Willich: Blütenfest: Mit Blumen und Bügeln gegen das Nordsee-Gefühl

Willich: Blütenfest: Mit Blumen und Bügeln gegen das Nordsee-Gefühl

Werbering hatte abwechslungsreiches Programm auf die Beine gestellt.

Willich. Es war alles da — nur die Sonne glänzte mit Abwesenheit: Das 2. Blütenfest des Werberings machte Sonntag dennoch deutlich, dass der Sommer vor der Tür steht. Der starke Wind rüttelte mit Macht an den Pavillons, ein Gefühl wie Urlaub auf einer Nordseeinsel.

... und Madame Fleur stolzierte als Riesenblume übers Blütenfest. Foto: Friedhelm Reimann

Diana van Diemen aus Anrath machte mit ihrem Angebot dem Fest alle Ehre. Sie präsentierte rund 200 Stauden, im Preis enthalten war kompetente Beratung: Was wächst wo am besten?

Foto: Friedhelm Reimann

30 Meter entfernt stand Harald Brinkmann mit einem Angebot, das vor allem Männer magisch anzog: Gartengrills einer kanadischen Firma.
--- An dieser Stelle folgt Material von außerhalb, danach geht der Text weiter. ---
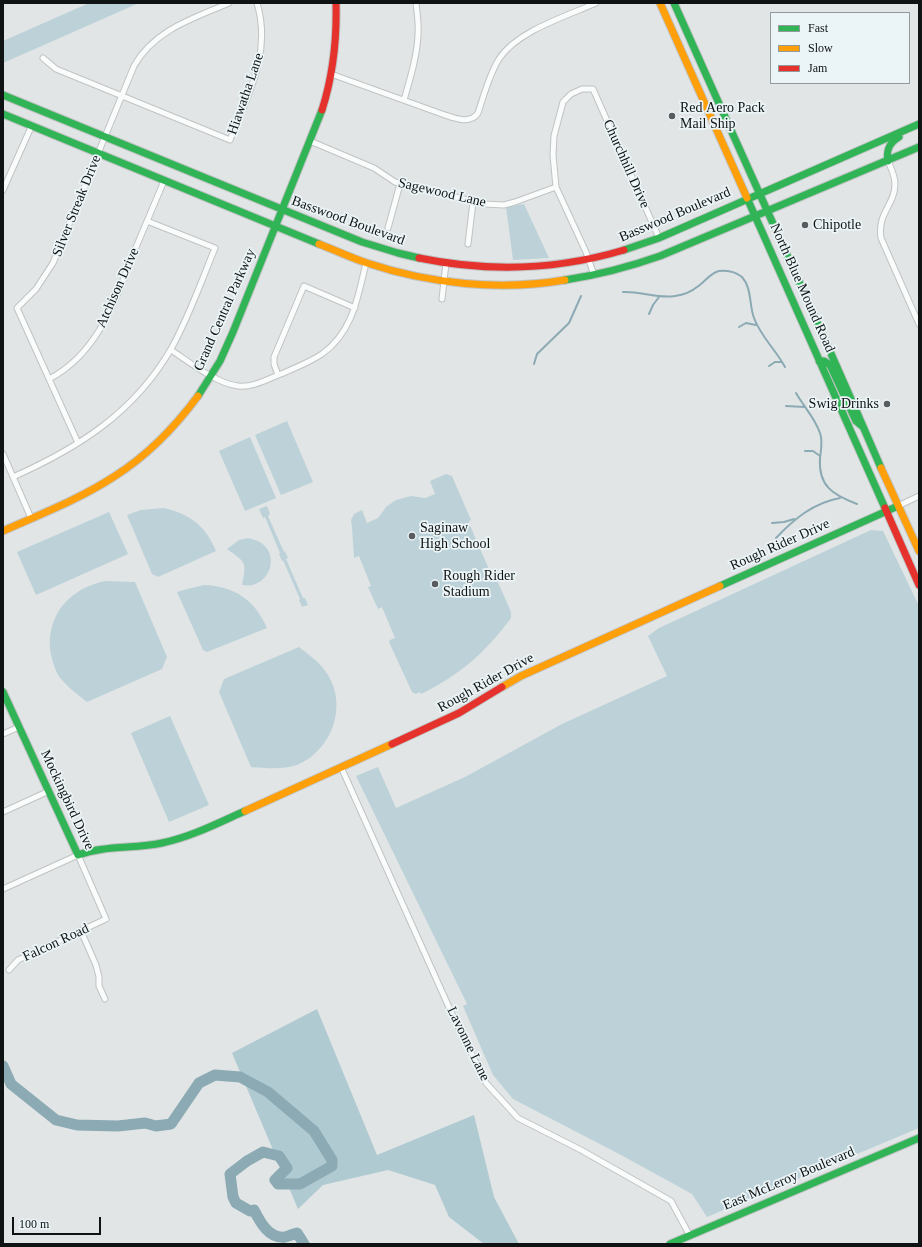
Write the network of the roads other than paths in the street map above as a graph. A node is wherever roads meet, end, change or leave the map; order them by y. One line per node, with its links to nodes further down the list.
1 (229, 3): 11 (street, Silver Streak Drive)
2 (256, 3): 11 (street, Hiawatha Lane)
3 (336, 3): 9 (main road, Grand Central Parkway)
4 (416, 3): 12 (street)
5 (596, 3): 12 (street)
6 (660, 3): 27 (main road, North Blue Mound Road)
7 (674, 3): 26 (main road, North Blue Mound Road)
8 (43, 58): 11 (street)
9 (332, 74): 12 (street); 18 (main road, Grand Central Parkway)
10 (3, 95): 17 (main road, Basswood Boulevard)
11 (122, 96): 17 (street, Silver Streak Drive)
12 (404, 100)
13 (3, 114): 15 (main road, Basswood Boulevard)
14 (919, 124): 16 (main road, Basswood Boulevard)
15 (32, 125): 20 (main road, Basswood Boulevard); 25 (street)
16 (907, 129): 21 (main road); 26 (main road, Basswood Boulevard)
17 (105, 137): 20 (street, Silver Streak Drive); 29 (main road, Basswood Boulevard)
18 (310, 141): 23 (street, Sagewood Lane); 29 (main road, Grand Central Parkway)
19 (919, 147): 21 (main road, Basswood Boulevard)
20 (98, 154): 22 (main road, Basswood Boulevard); 49 (street, Silver Streak Drive)
21 (888, 160): 30 (main road, Basswood Boulevard); 44 (street)
22 (164, 181): 32 (street, Atchison Drive); 33 (main road, Basswood Boulevard)
23 (400, 184): 28 (street, Sagewood Lane); 34 (street)
24 (556, 187): 28 (street, Sagewood Lane); 35 (street, Churchhill Drive); 37 (street)
25 (3, 190)
26 (759, 194): 27 (main road, Basswood Boulevard); 30 (main road, North Blue Mound Road)
27 (748, 198): 31 (main road, North Blue Mound Road); 35 (main road, Basswood Boulevard)
28 (473, 202): 36 (street)
29 (282, 210): 33 (main road, Grand Central Parkway); 39 (main road, Basswood Boulevard)
30 (767, 211): 31 (main road, Basswood Boulevard); 50 (main road, North Blue Mound Road)
31 (756, 216): 40 (main road, Basswood Boulevard); 46 (main road, North Blue Mound Road)
32 (147, 221): 45 (street); 49 (street, Atchison Drive)
33 (276, 225): 38 (main road, Basswood Boulevard); 48 (main road, Grand Central Parkway)
34 (388, 228)
35 (659, 238): 37 (main road, Basswood Boulevard)
36 (468, 244)
37 (589, 259): 39 (main road, Basswood Boulevard); 40 (street)
38 (366, 262): 41 (main road, Basswood Boulevard); 43 (street)
39 (446, 263): 41 (street)
40 (594, 275): 41 (main road, Basswood Boulevard)
41 (444, 280): 42 (street)
42 (442, 299)
43 (355, 308): 47 (street); 47 (street)
44 (919, 324)
45 (171, 350): 48 (street); 51 (street)
46 (819, 361): 50 (main road); 56 (main road, North Blue Mound Road)
47 (278, 375): 48 (street)
48 (212, 376): 57 (main road, Grand Central Parkway)
49 (49, 379): 51 (street, Silver Streak Drive)
50 (864, 427): 55 (main road, North Blue Mound Road)
51 (78, 443): 53 (street)
52 (3, 454): 53 (street)
53 (12, 476): 57 (street)
54 (919, 496): 55 (street)
55 (898, 506): 56 (main road, Rough Rider Drive); 59 (main road, North Blue Mound Road)
56 (886, 511): 60 (main road, North Blue Mound Road); 64 (main road, Rough Rider Drive)
57 (31, 518): 58 (main road, Grand Central Parkway)
58 (3, 531)
59 (919, 551)
60 (919, 585)
61 (3, 692): 62 (main road, Mockingbird Drive)
62 (19, 727): 63 (street); 65 (main road, Mockingbird Drive)
63 (3, 734)
64 (341, 767): 67 (main road, Rough Rider Drive); 74 (street, Lavonne Lane)
65 (49, 791): 66 (street); 67 (main road, Mockingbird Drive)
66 (3, 812)
67 (78, 855): 68 (street); 69 (street, Mockingbird Drive)
68 (3, 889)
69 (106, 919): 70 (street, Falcon Road)
70 (81, 931): 71 (street, Falcon Road); 72 (street)
71 (9, 970)
72 (106, 999)
73 (919, 1138): 74 (main road, East McLeroy Boulevard)
74 (690, 1236): 75 (main road, East McLeroy Boulevard)
75 (670, 1244)

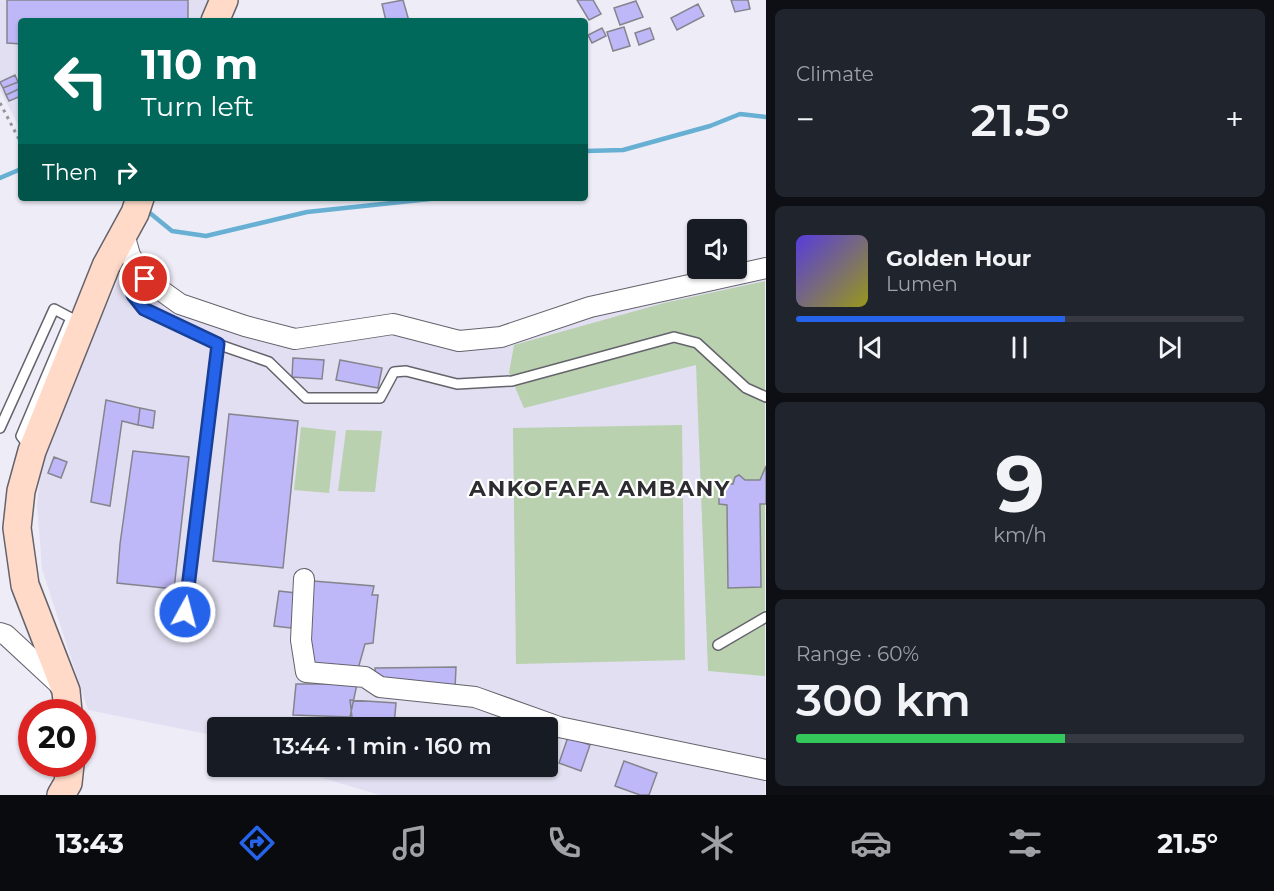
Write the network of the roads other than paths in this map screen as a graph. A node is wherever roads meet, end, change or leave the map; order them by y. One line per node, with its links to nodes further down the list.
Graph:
1 (224, 0): 2 (street)
2 (216, 18)
3 (133, 215): 5 (street); 9 (street)
4 (765, 268): 5 (street)
5 (145, 279): 6 (lane)
6 (218, 344): 7 (lane); 11 (lane)
7 (765, 397)
8 (0, 428): 9 (lane)
9 (32, 451): 16 (street)
10 (304, 579): 17 (street)
11 (185, 612)
12 (765, 617): 14 (lane)
13 (2, 631): 15 (street)
14 (718, 645)
15 (64, 699)
16 (66, 699)
17 (765, 770)
18 (69, 777): 19 (street)
19 (61, 795)

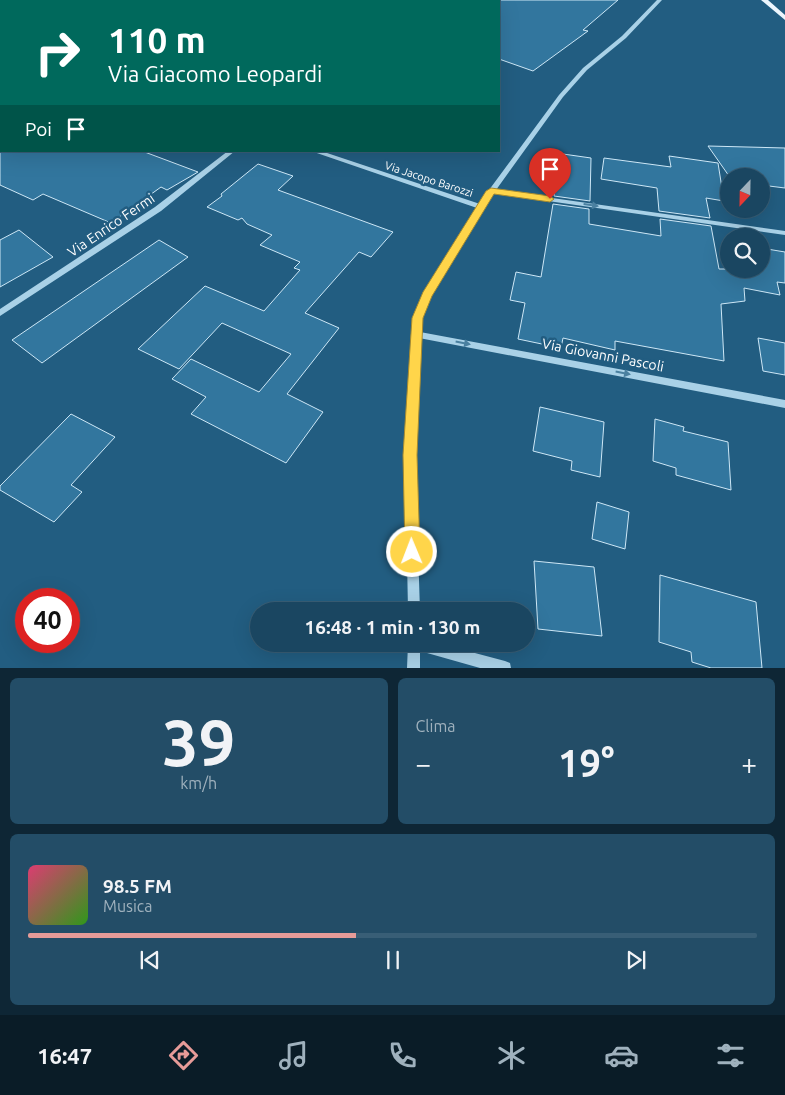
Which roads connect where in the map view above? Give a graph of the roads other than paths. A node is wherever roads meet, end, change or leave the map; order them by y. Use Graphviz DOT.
graph roads {
  1 [pos="660,0"];
  2 [pos="764,0"];
  3 [pos="785,18"];
  4 [pos="231,152"];
  5 [pos="317,152"];
  6 [pos="491,191"];
  7 [pos="482,207"];
  8 [pos="785,234"];
  9 [pos="0,313"];
  10 [pos="415,334"];
  11 [pos="785,404"];
  12 [pos="414,602"];
  13 [pos="414,652"];
  14 [pos="448,652"];
  15 [pos="413,668"];
  16 [pos="505,668"];
  1 -- 6 [label="street"];
  2 -- 3 [label="main road"];
  4 -- 9 [label="street, Via Enrico Fermi"];
  5 -- 7 [label="street, Via Jacopo Barozzi"];
  6 -- 7 [label="street"];
  6 -- 8 [label="street, one-way"];
  7 -- 10 [label="street"];
  10 -- 11 [label="street, Via Giovanni Pascoli, one-way"];
  10 -- 12 [label="street"];
  13 -- 15 [label="street"];
  14 -- 16 [label="street"];
}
Bei Renate Diekmann blühen die — von ihr gemalten — Blüten ganzjährig, egal, wo sie stehen. Die Düsseldorfer Künstlerin zeigte in den Räumen von Renate Diekmann „Farbenklänge zum Blütenfest“. Gaby Rogahn hatte nicht nur die Fläche vor ihrem Geschäft liebevoll dekoriert. Sie selbst kam als Hippie-Mädchen mit einem Blumenkranz im Haar ziemlich nostalgisch daher. Kindertrödel wurde auf der Grabenstraße angeboten.

Helmut Morsch hat das Haus an der Peterstraße/Ecke Kaiserplatz erworben und umbauen lassen. „Am 1. August wird dort ein Bistro-Café eröffnet“, kündigte er an und bot alte Utensilien, vor allem Gläser aus der Apotheke an, die früher in diesem Haus war.

Renate Kirsch, Vorsitzende der Altenhilfe, hoffte auf gutes Wetter und die Lust der Besucher auf Süßes: Sie und ihre Helferinnen hatten auf der Peterstraße Stehtische weiß gedeckt. Hier konnte man ihre selbst gebackenen Kuchen genießen — oder sie mit nach Hause nehmen. Der Erlös fließt als Spende an die Altenhilfe. Dem guten Zweck diente auch der Verkauf von Popcorn am Stand der Kolpingschule: „Wir möchten im nächsten Jahr wieder ein Zirkusprojekt anbieten können“, sagte Lehrerin Bettina Dombrowski.

Thomas Rips, Abteilungsleiter Judo beim DJK/VfL Willich, hatte auf der Kreuzstraße Matten ausgelegt, auf der seine Sportler eine Kostprobe ihres Könnens abgaben. Auf der Hülsdonkstraße gab es alles rund ums Fahrrad, Mitarbeiter der Stadtverwaltung warben für das „Stadtradeln“. Marcel Gellißen köderte Kurzentschlossene mit einem kleinen Präsent.

Monika Dax und Anette Horst leisteten Aufklärungsarbeit unter der Überschrift „Frühe Hilfen“. „Wir ermuntern Eltern, bei Fragen die Angebote des Netzwerks zu nutzen. Viele wissen auch gar nicht, dass es mit Julia Gabriel eine Familienhebamme in Willich gibt“, sagte Anette Horst. Andreas Baumert von der „Hülse“ sperrte seinen Fahrradparcours für einen Moment, als die 200-köpfige Entwidmungsprozession der Pfarre St. Mariä Rosenkranz in St. Katharina einzog (siehe unten).

Künftig immer offen für Menschen, die eine Kleinigkeit essen und trinken möchten und sich nebenbei vielleicht für innovative Bankgeschäfte interessieren: Im Hinzen-Haus auf der Kreuzstraße/Ecke Hülsdonkstraße gibt es ab sofort die einmalige Kombination zwischen Bank und Brasserie (ausführlicher Bericht dazu folgt in unserer Printausgabe).